- Born: Sarla Kapila 4 April 1925 Sahnewal, India
- Died: 15 November 2013 (aged 88) Toronto, Canada
- Occupation: Religious priestess of Arya Samaj
- Years active: 1943–2013
- Known for: Establishing Arya Samaj in Toronto, Canada
- Spouse: Gobind Bedi

= Sarla Bedi =

Sarla Bedi, née Kapila, (4 April 1925 – 15 November 2013), was an Indian priestess who spent her life living in three continents. She established the Arya Samaj, a Hindu reform movement, in Toronto, Canada and promoted social causes.

==Biography==
Bedi was born Kapila in Sahnewal, India. At a young age she moved with her parents to Kenya, which was then a British colony, at the time of global economic depression. The family lived in a "segregated colony". She had five brothers.
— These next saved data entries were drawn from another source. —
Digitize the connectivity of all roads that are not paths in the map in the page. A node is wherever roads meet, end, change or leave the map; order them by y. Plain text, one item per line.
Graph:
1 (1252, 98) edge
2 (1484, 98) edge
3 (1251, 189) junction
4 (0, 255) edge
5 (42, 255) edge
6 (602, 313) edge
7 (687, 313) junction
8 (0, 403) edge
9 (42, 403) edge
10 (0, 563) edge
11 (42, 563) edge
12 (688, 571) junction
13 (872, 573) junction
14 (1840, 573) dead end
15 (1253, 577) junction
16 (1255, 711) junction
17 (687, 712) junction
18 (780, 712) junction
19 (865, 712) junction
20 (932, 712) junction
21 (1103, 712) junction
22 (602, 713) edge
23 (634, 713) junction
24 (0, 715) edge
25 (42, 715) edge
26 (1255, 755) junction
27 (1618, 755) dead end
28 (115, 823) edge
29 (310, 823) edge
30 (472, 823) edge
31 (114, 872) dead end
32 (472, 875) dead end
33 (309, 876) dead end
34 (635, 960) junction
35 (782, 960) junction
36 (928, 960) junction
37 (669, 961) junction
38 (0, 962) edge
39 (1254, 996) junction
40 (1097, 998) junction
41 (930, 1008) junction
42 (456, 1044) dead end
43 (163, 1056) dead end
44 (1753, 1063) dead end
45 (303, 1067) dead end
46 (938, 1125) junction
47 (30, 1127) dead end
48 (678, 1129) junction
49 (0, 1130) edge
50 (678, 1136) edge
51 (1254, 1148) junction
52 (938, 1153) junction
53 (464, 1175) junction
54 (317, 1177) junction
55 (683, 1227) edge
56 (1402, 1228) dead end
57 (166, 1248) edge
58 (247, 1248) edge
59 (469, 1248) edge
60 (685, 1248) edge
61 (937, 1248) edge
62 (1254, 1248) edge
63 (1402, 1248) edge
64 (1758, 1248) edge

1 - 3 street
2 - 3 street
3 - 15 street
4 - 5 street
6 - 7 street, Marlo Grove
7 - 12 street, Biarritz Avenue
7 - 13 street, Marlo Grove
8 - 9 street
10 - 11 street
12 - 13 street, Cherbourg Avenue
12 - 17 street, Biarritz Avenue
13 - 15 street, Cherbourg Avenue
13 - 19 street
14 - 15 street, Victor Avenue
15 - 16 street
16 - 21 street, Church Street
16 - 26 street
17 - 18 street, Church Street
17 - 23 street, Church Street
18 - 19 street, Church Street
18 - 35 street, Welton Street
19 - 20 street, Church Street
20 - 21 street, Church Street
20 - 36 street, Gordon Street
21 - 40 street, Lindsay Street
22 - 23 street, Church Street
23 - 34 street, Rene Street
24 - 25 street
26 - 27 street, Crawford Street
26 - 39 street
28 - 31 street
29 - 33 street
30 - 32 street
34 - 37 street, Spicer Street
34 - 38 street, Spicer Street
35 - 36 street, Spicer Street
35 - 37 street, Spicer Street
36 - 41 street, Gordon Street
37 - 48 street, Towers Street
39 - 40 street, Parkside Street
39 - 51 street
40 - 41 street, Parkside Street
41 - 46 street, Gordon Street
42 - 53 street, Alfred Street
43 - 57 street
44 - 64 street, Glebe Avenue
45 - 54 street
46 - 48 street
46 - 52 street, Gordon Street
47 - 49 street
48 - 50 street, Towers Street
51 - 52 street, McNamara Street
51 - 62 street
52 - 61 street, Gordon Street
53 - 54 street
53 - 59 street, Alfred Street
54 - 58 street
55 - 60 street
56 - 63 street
At age 18, her ambition to further her college education in law in England did not fructify as her parents were sick. To sustain her large family and educate her brothers she took up a job as a teacher in Nairobi. She also learned painting and developed oratorical skills with her participation in debates and lectures on Indian independence movement. She married Gobind Bedi in 1946; together they promoted social issues among the Indian diaspora. They had four children, sons Nilam, Deepak and Shalin, and daughter Sheetal. Her husband died in 2008. She also worked with the Arya Samaj at Nairobi.

Following an upheaval in political conditions in East Africa, particularly in Uganda where Indians in that country were persecuted, Bedi emigrated to Toronto, Canada in 1972. In Toronto, along with her husband, she established Arya Samaj, an offshoot of the Hindu reform movement that started in India in 1875; through this institution they facilitated a large number of immigrants to become established in Canada.

In 1976, Sarla became a priestess and was the first female Hindu priest in Ontario. She promoted Hindu culture as a priestess by conducting the Hindu religious rites of fire sacrifice, baptisms, weddings and funerals for the Indian diaspora. She was instrumental in raising funds for the institution. As a result, the institution's own building was built in 1996 in Markham as a Vedic Cultural Centre.

She died at the age of 88 on 15 November 2013, in Toronto.